The National Assembly should enact the Presidential Commission on Good Governance and Human Rights and set up an administrative and judicial mechanism for recovering the money stolen by Yahya Jammeh and his cohorts.

The fact that millions of dollars and other immovable assets have been discovered here and abroad proves the decades-long embezzlement. The Supreme Court should make a decision and recognize the thievery of Yahya Jammeh’s regime, characterizing it as a ‘well-entrenched plundering regime of twenty-two years.’

The National Assembly shall add to the Act providing for reparation and recognition of victims of human rights violations during the regime of Yahya Jammeh. The government, in recognition of the horrors of the dictatorship, should enact a policy of using public funds to pay for Jammeh’s use of state machinery to inflict violence on Gambian citizens.

The Gambian people must complain about the human rights abuses with respect to Jammeh’s regime, and force the government to own up to the scale and intensity of the abuses inflicted during that period by offering reparations.

The Gambia is a Charter-State of the 1948 Universal Declaration of Human Rights and is, therefore, duty-bound to protect and uphold the basic rights of all its peoples.
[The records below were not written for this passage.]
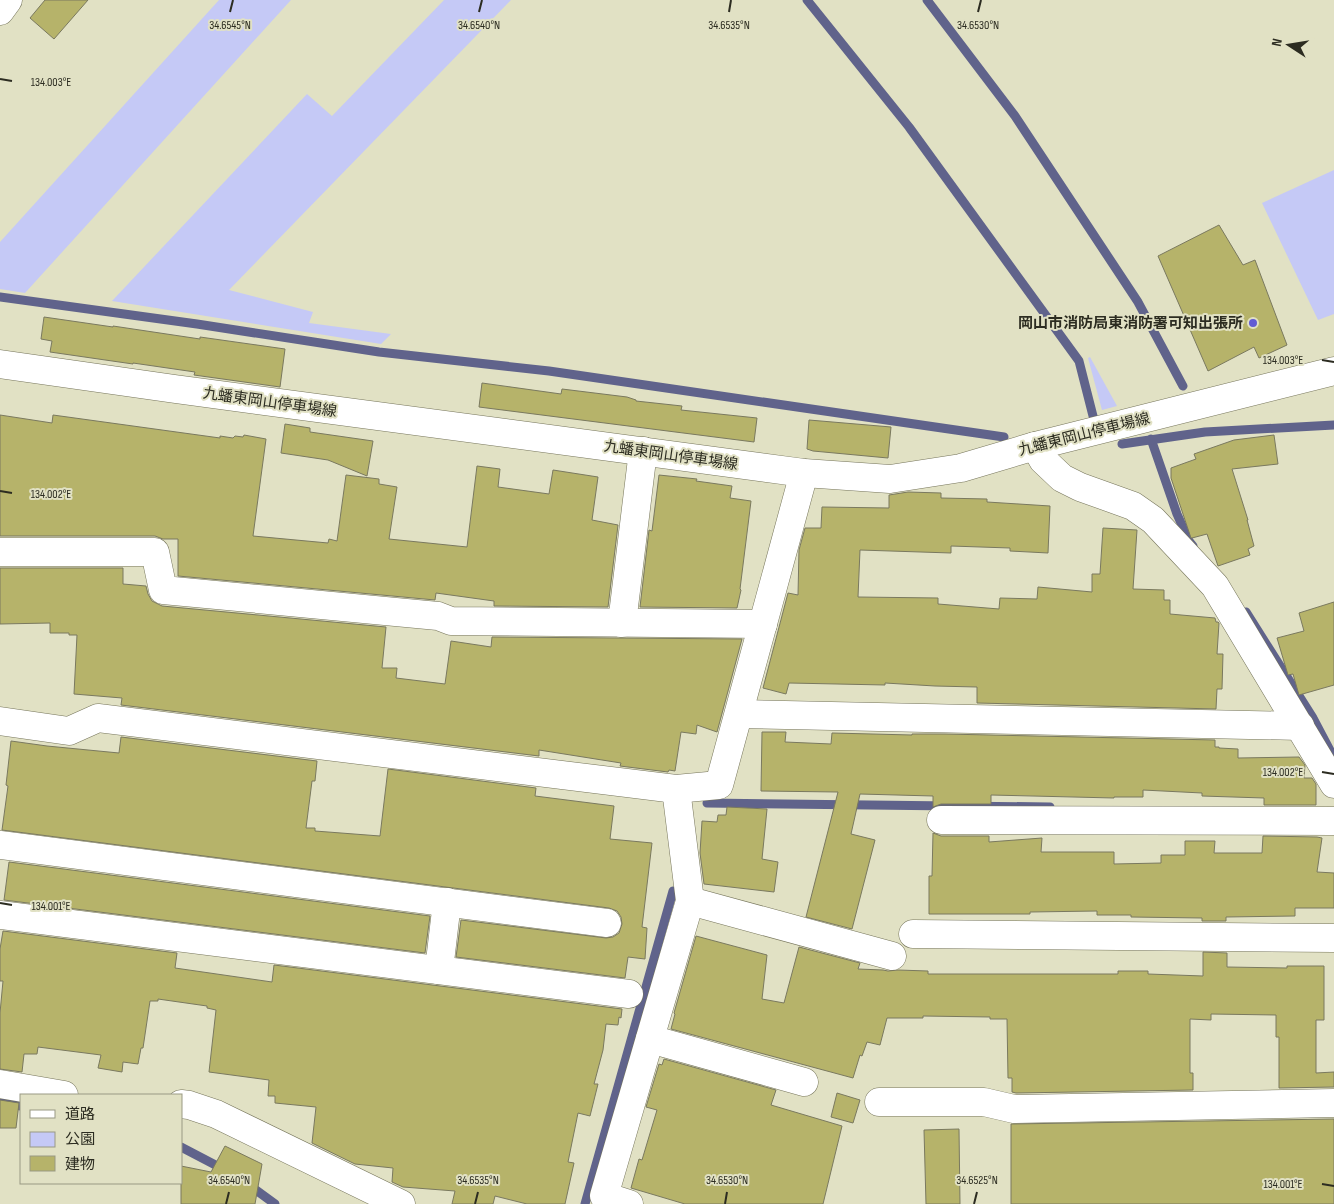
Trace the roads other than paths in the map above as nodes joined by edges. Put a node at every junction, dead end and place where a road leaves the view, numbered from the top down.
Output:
1 (8, 0) edge
2 (0, 11) edge
3 (0, 364) edge
4 (1334, 371) edge
5 (1034, 446) junction
6 (643, 451) junction
7 (804, 473) junction
8 (0, 552) edge
9 (622, 623) junction
10 (755, 624) junction
11 (739, 714) junction
12 (0, 721) edge
13 (1300, 726) junction
14 (1334, 784) edge
15 (676, 789) junction
16 (941, 820) dead end
17 (1334, 821) edge
18 (0, 845) edge
19 (690, 901) junction
20 (447, 902) junction
21 (0, 915) edge
22 (606, 923) dead end
23 (913, 934) dead end
24 (1334, 938) edge
25 (892, 956) dead end
26 (439, 970) junction
27 (629, 994) dead end
28 (650, 1039) junction
29 (804, 1082) dead end
30 (0, 1084) edge
31 (58, 1094) edge
32 (879, 1102) dead end
33 (1334, 1103) edge
34 (182, 1104) edge
35 (401, 1204) edge
36 (629, 1204) edge

1 - 2 street
3 - 6 street, 九蟠東岡山停車場線
4 - 5 street, 九蟠東岡山停車場線
5 - 7 street, 九蟠東岡山停車場線
5 - 13 street
6 - 7 street, 九蟠東岡山停車場線
6 - 9 street
7 - 10 street
8 - 9 street
9 - 10 street
10 - 11 street
11 - 13 street
11 - 15 street
12 - 15 street
13 - 14 street
15 - 19 street
16 - 17 street
18 - 20 street
19 - 25 street
19 - 28 street
20 - 22 street
20 - 26 street
21 - 26 street
23 - 24 street
26 - 27 street
28 - 29 street
28 - 36 street
30 - 31 street
32 - 33 street
34 - 35 street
The Gambian government should value the dignity of every human person and guarantee full respect for human rights, pursuant to a declared policy and the constitution that prohibits the use of torture, force, violence, threat, intimidation, or any other means that vitiates free will and mandates the compensation and rehabilitation of victims of torture (or similar practices) and their families.

We owe new Gambia the valor and determination for the resumption of democracy and restore human rights and human dignity.

By Alagi Yorro Jallow

Mr Jallow is founder and former managing editor of The Independent, the Gambia’s only private newspaper before it was banned by the government in 2005. He was a Reagan-Fascell Democracy Fellow at the National Endowment for Democracy, a 2007 Nieman fellow and is the author of Delayed Democracy: How Press Freedom Collapsed in Gambia published in 2013.

3 Comments

  1. Radio silence! Sounds like​most people on this forum only care about striping jailing Or even the killing of Yahya(as if that is going to put food on the table) with the pack mentality, you are 100% correct about the reparations, obviously these compensations​ will not bring back lost loved ones or fully repair the ones who have been mentally damaged, reparations​ is not the holy grail, but hey, every little(min D1m) helps.

  2. Grim reaper
    Jailing or killing Yahya Jammeh is not going to put food on the table but is going to bring about what you called closure or in other words ”JUSTICE”. I wonder what you grim care about other than wanting to see the continuation of the status quo, where a brutal tyrant holding a nation to ransom by killing,raping, force disappearing citizens, robing in gigantic scale. You Jammeh apologist with your bankrupt argument want to dance to only one tune and that is Jammeh’s and unfortunately true Gambians had already deleted that tune from the collection.
    Yahya Jammeh will pay for his various ungodly crimes and if you called that pack mentality, then i will proudly and gladly wear that badge of the pack.
    God bless our beloved nation.

    • Who the cap fit let them wear it, closure is running it’s course, but victims should be compensated also, which is what the article was about.